Caution must be prudently applied though when making thick descriptions of modern societies in a way that some identity markers are not privileged at the expense of the others. The implication therefore is for scientific concepts can be more complicated and intricate given the burden to nuance multiple identities that explain a social phenomenon. The more intricate the social reality is, the more rigorous the methodologies become.

It was argued in Sections 3.3 and 3.4 that interpretation cannot be value-neutral. Does this form of value-ladenness weaken the epistemic status of interpretations?

By resorting to thick descriptions, interpretations become value-laden. Often, not being wertfrei(value-free), social science is accused of treating society and its institutions as malleable entities subject to manipulations, that it is impelled by its agenda to dominate society. This argument is misdirected. Social science has no intention to dominate society, but it has a role to change society and elevate it to heights that allow human potentials to be developed.

This value-ladenness of social science does not in any way weaken the epistemic status of interpretations. Interpretations are always a political act. Values are and will always be present in analyzing society. But this does not mean that it is inferior to natural science reliance of what is empirically substantiated especially in mathematical terms. Society does not exist in a vacuum – it evolves in a very dynamic fashion. Reducing it to numbers will be a disservice to this dynamism. After all, there is no point of advancing one science over the other, one epistemic method over another, since all sciences interpenetrate one another and hence, cannot be arranged hierarchically.

What weakens the epistemic status of interpretation is when investigators are not aware of the consequences of their data gathering methodologies, analyzing and theorizing and not simply because interpretations are value-laden. No social scientific inquiry is wertfrei.

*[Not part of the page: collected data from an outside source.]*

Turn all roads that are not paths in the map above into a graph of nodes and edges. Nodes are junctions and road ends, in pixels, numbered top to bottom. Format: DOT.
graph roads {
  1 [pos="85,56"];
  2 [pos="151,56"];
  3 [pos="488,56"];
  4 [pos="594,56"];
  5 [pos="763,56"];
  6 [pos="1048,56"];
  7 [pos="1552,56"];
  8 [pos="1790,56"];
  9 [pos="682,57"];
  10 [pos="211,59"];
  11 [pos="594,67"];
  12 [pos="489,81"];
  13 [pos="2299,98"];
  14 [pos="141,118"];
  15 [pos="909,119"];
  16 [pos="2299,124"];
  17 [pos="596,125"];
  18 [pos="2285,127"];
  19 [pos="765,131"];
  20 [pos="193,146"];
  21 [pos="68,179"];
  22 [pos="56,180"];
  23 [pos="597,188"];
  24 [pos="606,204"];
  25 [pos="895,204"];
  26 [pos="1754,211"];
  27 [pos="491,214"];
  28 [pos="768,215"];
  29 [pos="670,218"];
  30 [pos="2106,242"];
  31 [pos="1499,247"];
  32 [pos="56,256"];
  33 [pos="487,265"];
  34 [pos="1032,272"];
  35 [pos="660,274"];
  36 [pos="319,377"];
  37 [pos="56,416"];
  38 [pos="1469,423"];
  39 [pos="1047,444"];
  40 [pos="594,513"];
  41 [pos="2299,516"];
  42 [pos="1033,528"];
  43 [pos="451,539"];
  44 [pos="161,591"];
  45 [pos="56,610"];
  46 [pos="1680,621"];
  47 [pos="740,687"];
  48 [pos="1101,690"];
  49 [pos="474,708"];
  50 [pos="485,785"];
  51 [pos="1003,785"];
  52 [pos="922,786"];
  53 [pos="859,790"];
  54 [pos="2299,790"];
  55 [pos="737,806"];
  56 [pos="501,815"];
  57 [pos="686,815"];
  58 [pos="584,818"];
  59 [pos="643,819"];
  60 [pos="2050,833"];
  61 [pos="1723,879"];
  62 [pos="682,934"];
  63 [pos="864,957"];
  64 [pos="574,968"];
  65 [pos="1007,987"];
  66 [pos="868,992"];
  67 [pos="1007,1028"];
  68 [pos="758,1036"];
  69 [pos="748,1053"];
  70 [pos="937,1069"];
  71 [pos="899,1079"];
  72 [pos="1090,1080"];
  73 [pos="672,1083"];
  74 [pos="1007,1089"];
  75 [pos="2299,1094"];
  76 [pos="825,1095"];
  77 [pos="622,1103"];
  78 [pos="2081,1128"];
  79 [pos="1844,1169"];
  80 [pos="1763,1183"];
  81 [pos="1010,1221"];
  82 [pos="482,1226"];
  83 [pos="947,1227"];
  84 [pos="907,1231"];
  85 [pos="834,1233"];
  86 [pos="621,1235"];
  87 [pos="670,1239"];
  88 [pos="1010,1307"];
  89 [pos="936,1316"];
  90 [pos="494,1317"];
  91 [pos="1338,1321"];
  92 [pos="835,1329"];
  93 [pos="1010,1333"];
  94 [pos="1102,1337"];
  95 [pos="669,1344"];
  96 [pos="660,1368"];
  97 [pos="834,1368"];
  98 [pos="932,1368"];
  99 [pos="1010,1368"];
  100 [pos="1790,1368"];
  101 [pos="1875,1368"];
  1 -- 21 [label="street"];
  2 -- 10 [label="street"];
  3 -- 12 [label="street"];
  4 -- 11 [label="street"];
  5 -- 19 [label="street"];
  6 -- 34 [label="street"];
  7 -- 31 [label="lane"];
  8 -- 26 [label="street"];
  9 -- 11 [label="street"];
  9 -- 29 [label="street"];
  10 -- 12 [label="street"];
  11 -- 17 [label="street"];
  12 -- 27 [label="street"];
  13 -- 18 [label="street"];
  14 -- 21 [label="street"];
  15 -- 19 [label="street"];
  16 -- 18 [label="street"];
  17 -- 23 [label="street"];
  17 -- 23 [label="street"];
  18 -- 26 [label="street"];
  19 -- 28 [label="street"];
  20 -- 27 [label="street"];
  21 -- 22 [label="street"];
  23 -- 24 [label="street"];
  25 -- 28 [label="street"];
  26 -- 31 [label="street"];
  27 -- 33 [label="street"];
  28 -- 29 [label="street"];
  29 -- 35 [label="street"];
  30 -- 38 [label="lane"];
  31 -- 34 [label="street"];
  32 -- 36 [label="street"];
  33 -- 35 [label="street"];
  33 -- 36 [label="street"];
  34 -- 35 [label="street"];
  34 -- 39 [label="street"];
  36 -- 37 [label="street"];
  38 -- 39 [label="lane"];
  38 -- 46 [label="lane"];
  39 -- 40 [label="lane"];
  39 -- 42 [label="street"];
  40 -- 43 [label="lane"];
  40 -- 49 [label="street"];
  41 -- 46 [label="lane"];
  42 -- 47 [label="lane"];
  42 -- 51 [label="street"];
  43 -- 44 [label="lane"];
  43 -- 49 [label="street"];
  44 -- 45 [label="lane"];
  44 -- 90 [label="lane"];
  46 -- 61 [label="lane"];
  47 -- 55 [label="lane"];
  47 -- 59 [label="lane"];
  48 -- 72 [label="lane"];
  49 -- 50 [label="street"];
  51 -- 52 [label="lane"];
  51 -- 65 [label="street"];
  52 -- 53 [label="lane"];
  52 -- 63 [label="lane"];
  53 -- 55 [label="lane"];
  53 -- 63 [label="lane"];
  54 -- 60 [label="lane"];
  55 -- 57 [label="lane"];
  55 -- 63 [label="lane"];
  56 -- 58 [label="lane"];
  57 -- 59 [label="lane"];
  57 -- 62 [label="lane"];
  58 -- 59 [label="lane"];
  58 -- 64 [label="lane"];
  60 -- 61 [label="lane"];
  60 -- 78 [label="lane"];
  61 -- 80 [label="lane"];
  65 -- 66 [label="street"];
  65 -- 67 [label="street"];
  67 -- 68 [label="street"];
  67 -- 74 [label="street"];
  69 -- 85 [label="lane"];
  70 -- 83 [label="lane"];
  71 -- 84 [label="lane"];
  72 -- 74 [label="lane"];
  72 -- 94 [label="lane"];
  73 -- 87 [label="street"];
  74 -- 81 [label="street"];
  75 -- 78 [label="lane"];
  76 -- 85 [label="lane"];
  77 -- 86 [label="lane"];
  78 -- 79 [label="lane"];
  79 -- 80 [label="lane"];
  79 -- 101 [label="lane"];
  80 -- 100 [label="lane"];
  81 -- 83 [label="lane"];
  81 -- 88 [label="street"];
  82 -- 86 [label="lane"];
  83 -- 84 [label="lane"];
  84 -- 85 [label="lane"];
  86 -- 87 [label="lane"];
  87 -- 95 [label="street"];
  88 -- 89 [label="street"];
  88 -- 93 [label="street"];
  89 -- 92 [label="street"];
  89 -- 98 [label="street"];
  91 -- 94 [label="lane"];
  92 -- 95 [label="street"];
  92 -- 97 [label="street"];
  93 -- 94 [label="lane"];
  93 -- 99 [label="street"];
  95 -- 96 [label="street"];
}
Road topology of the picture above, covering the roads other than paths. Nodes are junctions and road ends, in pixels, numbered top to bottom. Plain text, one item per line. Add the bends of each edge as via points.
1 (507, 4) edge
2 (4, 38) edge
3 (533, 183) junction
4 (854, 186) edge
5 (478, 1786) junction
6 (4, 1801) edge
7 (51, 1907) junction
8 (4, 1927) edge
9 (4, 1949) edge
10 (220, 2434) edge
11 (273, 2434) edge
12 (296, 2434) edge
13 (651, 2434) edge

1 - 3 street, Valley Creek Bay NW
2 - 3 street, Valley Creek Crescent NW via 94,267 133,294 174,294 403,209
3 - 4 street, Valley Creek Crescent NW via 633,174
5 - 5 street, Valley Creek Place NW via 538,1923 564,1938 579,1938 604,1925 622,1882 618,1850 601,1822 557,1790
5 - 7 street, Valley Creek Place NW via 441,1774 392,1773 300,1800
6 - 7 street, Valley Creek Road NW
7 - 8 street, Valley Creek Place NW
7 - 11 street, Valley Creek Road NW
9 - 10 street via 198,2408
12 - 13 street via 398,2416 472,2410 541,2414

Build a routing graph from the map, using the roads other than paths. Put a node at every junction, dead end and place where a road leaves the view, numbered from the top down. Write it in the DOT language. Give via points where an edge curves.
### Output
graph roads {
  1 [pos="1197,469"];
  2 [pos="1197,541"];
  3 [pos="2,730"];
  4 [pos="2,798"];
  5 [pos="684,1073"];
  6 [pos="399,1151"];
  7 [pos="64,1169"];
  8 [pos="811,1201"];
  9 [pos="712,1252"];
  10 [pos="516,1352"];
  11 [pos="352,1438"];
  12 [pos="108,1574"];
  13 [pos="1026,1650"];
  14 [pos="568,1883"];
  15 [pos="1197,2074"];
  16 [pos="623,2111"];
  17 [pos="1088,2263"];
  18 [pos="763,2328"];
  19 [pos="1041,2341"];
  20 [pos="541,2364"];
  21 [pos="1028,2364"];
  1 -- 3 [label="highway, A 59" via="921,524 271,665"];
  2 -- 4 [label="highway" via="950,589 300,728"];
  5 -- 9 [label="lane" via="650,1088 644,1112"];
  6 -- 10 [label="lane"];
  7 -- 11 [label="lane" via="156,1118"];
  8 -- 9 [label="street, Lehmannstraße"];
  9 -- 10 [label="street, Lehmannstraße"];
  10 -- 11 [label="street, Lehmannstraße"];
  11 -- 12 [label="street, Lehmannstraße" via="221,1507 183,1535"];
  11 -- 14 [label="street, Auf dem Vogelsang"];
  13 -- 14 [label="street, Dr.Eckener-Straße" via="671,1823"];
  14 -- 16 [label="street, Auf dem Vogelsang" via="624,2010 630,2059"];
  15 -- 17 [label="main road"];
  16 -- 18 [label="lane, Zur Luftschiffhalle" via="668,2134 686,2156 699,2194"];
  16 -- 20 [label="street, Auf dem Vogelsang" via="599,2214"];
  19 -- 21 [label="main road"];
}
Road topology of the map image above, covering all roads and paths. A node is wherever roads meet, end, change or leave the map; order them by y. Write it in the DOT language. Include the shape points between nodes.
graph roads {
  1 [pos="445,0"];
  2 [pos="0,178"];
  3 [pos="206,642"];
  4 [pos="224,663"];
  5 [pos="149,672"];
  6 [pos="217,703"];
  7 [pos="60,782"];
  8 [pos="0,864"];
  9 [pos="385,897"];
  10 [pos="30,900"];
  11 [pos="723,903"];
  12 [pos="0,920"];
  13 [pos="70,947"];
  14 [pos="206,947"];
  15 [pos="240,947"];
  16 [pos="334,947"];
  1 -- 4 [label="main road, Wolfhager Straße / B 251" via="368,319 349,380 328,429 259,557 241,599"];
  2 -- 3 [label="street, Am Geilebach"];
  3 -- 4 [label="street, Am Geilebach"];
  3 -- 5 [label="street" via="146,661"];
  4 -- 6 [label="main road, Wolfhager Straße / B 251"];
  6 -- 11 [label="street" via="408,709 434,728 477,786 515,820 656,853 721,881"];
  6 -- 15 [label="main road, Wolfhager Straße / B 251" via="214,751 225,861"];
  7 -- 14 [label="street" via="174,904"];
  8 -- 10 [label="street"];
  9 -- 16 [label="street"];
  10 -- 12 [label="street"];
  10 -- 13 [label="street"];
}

The values integral to social science are all part of the self-interpreting capacity of human subjects. This is called the principle of “reflexivity” which natural science is devoid of. Social science do not only interpret their subjects, it also contributes to the definition and re-definition of themselves. After all, social scientists are agents for social change and change is not value-free. It is principally motivated by the agenda of change.

Reference:

Photo from blog.frontiers.org

Risjord, Mark. (2014). “Philosophy of Social Science: A Contemporary Introduction.”Routledge, New York and London, 2014, Pp. 34-56.